Many soldiers returning from combat bear visible
scars, or even lost limbs, caused by blasts from
improvised explosive devises, or IEDs. However, some
servicemen also return with debilitating hidden
injuries — the loss of all or part of their
genitals.
Now, Richard Redett, director of pediatric plastic
and reconstructive surgery, and Carisa Cooney, the
department’s clinical research manager, the
Johns Hopkins reconstructive surgery team that once
performed the hospital’s first bilateral arm
transplant will attempt the first penis transplant
in the United States.
While it’s possible to reconstruct a penis using
tissue from other parts of the body, there is no
possibility for a spontaneous erection with that
approach.
A prosthesis implant can be used to achieve an
erection, but that comes with a much higher rate of
infection.
Additionally, due to other injuries, servicemen
often don’t have enough viable tissue from other
parts of their bodies to work with.
How will the team identify a donor for the
transplantation?
Redett: The tissue will come from a deceased person
whose family agrees to the donation. Many people
might think that organ donation means unquestioned
consent for donation of all organs. That's not the
case with the face, hand or penis.
All organ donations have to be done specifically
through an organ procurement organization (OPO). In
this case, we are working with The Living Legacy
Foundation. Unlike with donation of the heart,
kidneys, liver or lungs, a request for donation of
the hands, arms, face or penis is made separately.
The family has to specifically consent to such a
donation. Once the local OPO finds a family who is
willing to donate, we are notified and make a
decision if the donor will fit our criteria.
The donor tissue is evaluated based on a variety of
factors specific to the recipient, including blood
type, age (within five to 10 years) and skin tone.
How do you identify a good candidate for penile
transplantation?
Cooney: As with reconstructive transplants of the
hand, arm or face, the patient has to be a good
candidate physically and mentally. Psychiatric
evaluations for patients can take up to a year.
There’s a significant loss with the initial injury
that the patient has to overcome emotionally, so we
make sure to have a psychiatrist, who is also an
expert in psychosexual disorders, on the team.
If the patient has a significant other when he
begins working with our team, we also work to
educate that person on what to expect.
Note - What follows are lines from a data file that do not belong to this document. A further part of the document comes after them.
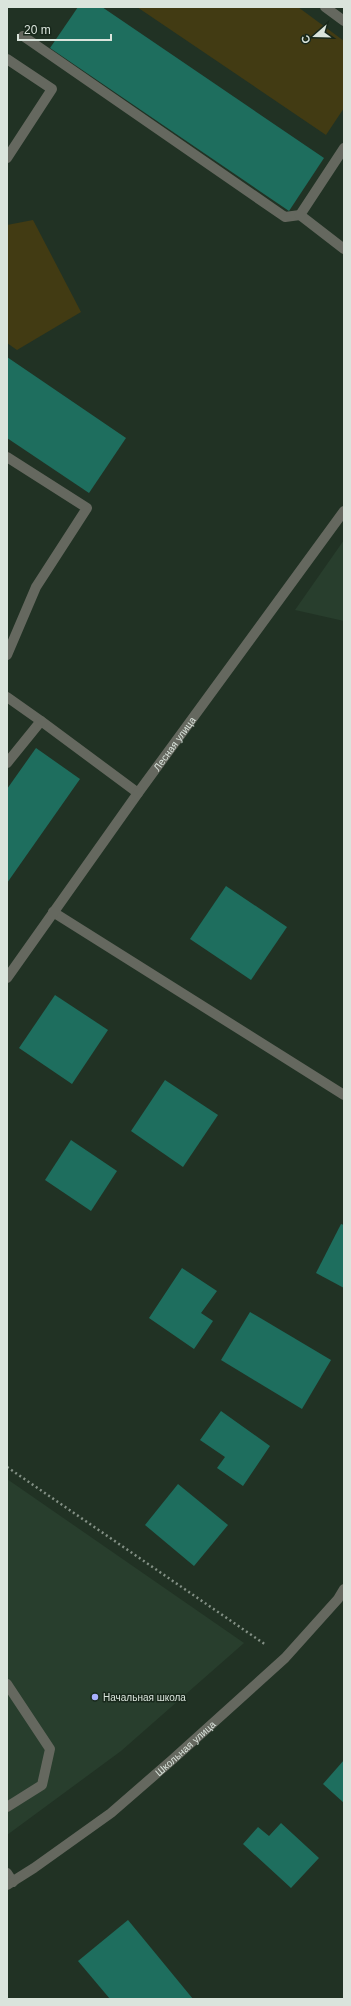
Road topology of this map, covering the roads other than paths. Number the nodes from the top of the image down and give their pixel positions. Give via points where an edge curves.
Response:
1 (325, 7) edge
2 (344, 21) edge
3 (23, 36) dead end
4 (7, 59) edge
5 (344, 148) edge
6 (7, 158) edge
7 (300, 215) junction
8 (344, 249) edge
9 (7, 457) edge
10 (344, 511) edge
11 (7, 655) edge
12 (7, 697) edge
13 (41, 721) junction
14 (7, 763) edge
15 (138, 793) junction
16 (53, 912) junction
17 (7, 978) edge
18 (344, 1094) edge
19 (344, 1589) edge
20 (7, 1684) edge
21 (7, 1808) edge
22 (9, 1880) edge

1 - 2 street
3 - 7 street via 285,217
4 - 6 street via 52,90
5 - 7 street
7 - 8 street
9 - 11 street via 87,508 36,587
10 - 15 street, Лесная улица
12 - 13 street
13 - 14 street
13 - 15 street
15 - 16 street, Лесная улица
16 - 17 street, Лесная улица
16 - 18 street
19 - 22 street, Школьная улица via 285,1658 111,1813
20 - 21 street via 50,1749 42,1785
We can’t
guarantee the outcome or the extent of urinary
function, erection, and ability to have sexual
intercourse or have children.
How long do you anticipate it will be before the
donor penis is fully functioning?
Redett: The first concern will be that the
transplanted tissue has an adequate blood supply and
is not immediately rejected. That is generally known
within a few days to weeks. The next priority will
be to regain function. Nerves grow at a rate of 1
millimeter per day, about 1 inch per month. We
anticipate that achieving function, including
urinary and sexual functioning, could take between
six to 12 months. If the patient’s testes are still
present, he may even be able to father children.
What precautions are taken to ward against potential
rejection?
Cooney: To minimize the risk of rejection, we will
give one immunosuppressive medication to the patient
at the time of the transplant. After about 10 to 14
days, they will get a bone marrow infusion from the
donor. By doing that, we have been able to reduce
the number of anti-rejection medications the patient
will have to take for the rest of his or her life
down to one pill twice a day.
What is the scope of the genital transplant program?
Redett: The Johns Hopkins Genital Transplant Program
is initially focusing on post-traumatic deformities,
such as battlefield injuries in wounded warriors, as
many of these men have other injuries which make
conventional penile reconstruction not feasible.
The Johns Hopkins University will fund the first
penile transplant, which could happen within weeks
to months, depending on the availability of a donor.
The university has approved a total of 60 surgeries
for this project.
The penile transplant project is considered a
clinical trial and is made possible because of
contributions from a team of specialists, including
psychiatrists, psychologists, urologists, plastic
surgeons, anesthesiologists, a nurse transplant
coordinator, hematologists, infectious disease
specialists, immunosuppressive therapy experts,
dermatopathologists and bioethicists.